Psoriasis is an autoimmune disease that primarily affects the skin. However, 20-30 % of people with psoriasis also develop a condition called psoriatic arthritis, which can cause pain, joint stiffness and fatigue. Right now it isn’t possible to predict which psoriasis patients will develop psoriatic arthritis.
One of the goals of Innovative Medicines Initiative (IMI) project HIPPOCRATES is to deliver knowledge and tools that will make it easier to spot the psoriasis patients who are at greatest risk of developing psoriatic arthritis, and diagnose them faster. The project is also investigating factors that predict how fast a patient’s condition is likely to worsen, and paving the way towards personalised treatments for psoriatic arthritis.
Patient research partners (i.e. representatives of organisations for people with psoriasis / psoriatic arthritis) have been involved in HIPPOCRATES since its inception, as they helped to write the project proposal submitted in response to an IMI call for proposals on the subject. It was also agreed during the proposal stage that the project should follow the EULAR (European League Against Rheumatism) recommendations for the inclusion of patient representatives in scientific projects. The proposal was successful, with the reviewers praising the integration of patient organisations in the proposal.
‘Having experienced psoriatic arthritis for more than 40 years, I know how the disease impacts daily life in all its facets, so I immediately felt motivated to support the HIPPOCRATES initiative right from the start,’ said Maarten de Wit of EULAR, one of the HIPPOCRATES patient research partners who helped to write the proposal. ‘It is important to learn which people with psoriasis are at risk to develop arthritis so we can develop preventive treatments that are acceptable and that really work, without serious adverse events. Such research can only be done in partnership, by experts that bring all their unique knowledge, experience and laboratory opportunities together.’
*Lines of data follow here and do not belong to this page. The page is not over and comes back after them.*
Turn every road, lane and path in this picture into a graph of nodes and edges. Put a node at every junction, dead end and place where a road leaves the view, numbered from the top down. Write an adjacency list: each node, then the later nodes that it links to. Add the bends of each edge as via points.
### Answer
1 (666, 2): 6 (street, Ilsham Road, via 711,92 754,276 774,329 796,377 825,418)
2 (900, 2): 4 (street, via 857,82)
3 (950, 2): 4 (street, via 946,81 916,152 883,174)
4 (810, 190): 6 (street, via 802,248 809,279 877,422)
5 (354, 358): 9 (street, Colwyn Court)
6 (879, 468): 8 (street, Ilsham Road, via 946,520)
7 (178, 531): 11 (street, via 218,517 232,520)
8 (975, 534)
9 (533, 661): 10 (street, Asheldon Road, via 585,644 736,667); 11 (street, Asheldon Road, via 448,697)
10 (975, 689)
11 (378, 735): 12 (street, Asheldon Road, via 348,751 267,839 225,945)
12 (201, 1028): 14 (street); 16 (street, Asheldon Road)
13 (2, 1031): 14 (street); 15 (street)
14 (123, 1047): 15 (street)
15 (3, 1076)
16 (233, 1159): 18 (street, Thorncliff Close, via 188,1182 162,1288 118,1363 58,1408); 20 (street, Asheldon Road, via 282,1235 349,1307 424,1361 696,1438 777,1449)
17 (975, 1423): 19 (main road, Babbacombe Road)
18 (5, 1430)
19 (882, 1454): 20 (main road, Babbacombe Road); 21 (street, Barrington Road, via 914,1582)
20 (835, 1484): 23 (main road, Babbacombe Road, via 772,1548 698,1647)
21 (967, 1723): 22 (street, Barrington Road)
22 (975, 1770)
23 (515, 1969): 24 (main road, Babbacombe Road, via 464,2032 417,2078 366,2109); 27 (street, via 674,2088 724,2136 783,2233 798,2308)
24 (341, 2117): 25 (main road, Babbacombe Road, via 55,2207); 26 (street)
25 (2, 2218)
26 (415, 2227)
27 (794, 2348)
When the project started in 2021, the group of patient research partners involved in the project expanded to 13. Together, they form the HIPPOCRATES Patient Advisory Council. Each patient research partner has clearly-defined roles and responsibilities. Between them, they provide the patient perspective on all aspects of the project, as they are involved in all project work packages as well as the project’s management team and external advisory board. Furthermore, patient organisation EULAR co-leads the work package on communication, dissemination, exploitation and sustainability.
The patient research partners have already contributed significantly to the design of the HIPPOCRATES prospective observational study (HPOS), which aims to identify the clinical and molecular risk factors for developing psoriatic arthritis. The project aims to recruit 25 000 people with psoriasis for the online study, which will run until 2026.
‘The patient research partners have been incredible helping to shape and design the HPOS study so that it really suits people living with psoriatic arthritis;’ explains Laura Coates of the University of Oxford, UK. ‘The patient partners have led on the choice of questionnaires to be included and provided the patient’s perspective to all stages of the HPOS study. They have provided a massive contribution to the quality of our research.’
Project coordinators Stephen Pennington and Oliver FitzGerald of University College Dublin in Ireland also recognise the added value of working with patients in this way. Professor FitzGerald notes that: ‘Involving people with psoriatic disease in HIPPOCRATES is a key component of our efforts to address unmet needs in psoriatic disease as of course they have first-hand knowledge of the diverse ways this potentially debilitating disease may affect them. Having experienced patient research partners with psoriatic disease keeps us focused and provides context for the detailed molecular and machine learning analysis.’
Six months into the project, the patient research partners ran a survey and workshop to review their experience of participating in the project. Overall the results were positive, with most patient research partners reporting that they were invited to work package meetings and included in e-mail exchanges, and all saying that they felt well-included in their assigned groups and roles. The survey results were presented at the EULAR congress in June 2022.
However, the project isn’t resting on its laurels; the Patient Advisory Council is planning a mid-term evaluation of patient research partner involvement in the project. They are also working on a special workshop or course for researchers who want to improve their knowledge of collaborative research. This is important as patient input will also be key for other activities planned by the project, including a study into the willingness of people with psoriasis to take preventive medicines if they are at risk of developing psoriatic arthritis.
Meanwhile Dr de Wit is clear about the benefits for patients of getting involved in research. ‘As patients it is a great and rewarding experience to feel part of an endeavour that might really influence the lives of other people with psoriasis and psoriatic arthritis. I have been very fortunate to receive excellent care and treatment that enable me to contribute to different work packages. For me it is an opportunity to learn more about my own disease, and also to give something back to society. In addition, I enjoy the contact with other patients and researchers, feeling you can contribute something meaningful to the project, although we are still at the beginning and we all have to learn how to collaborate most effectively.’
HIPPOCRATES is supported by the Innovative Medicines Initiative, a partnership between the European Union and the European pharmaceutical industry.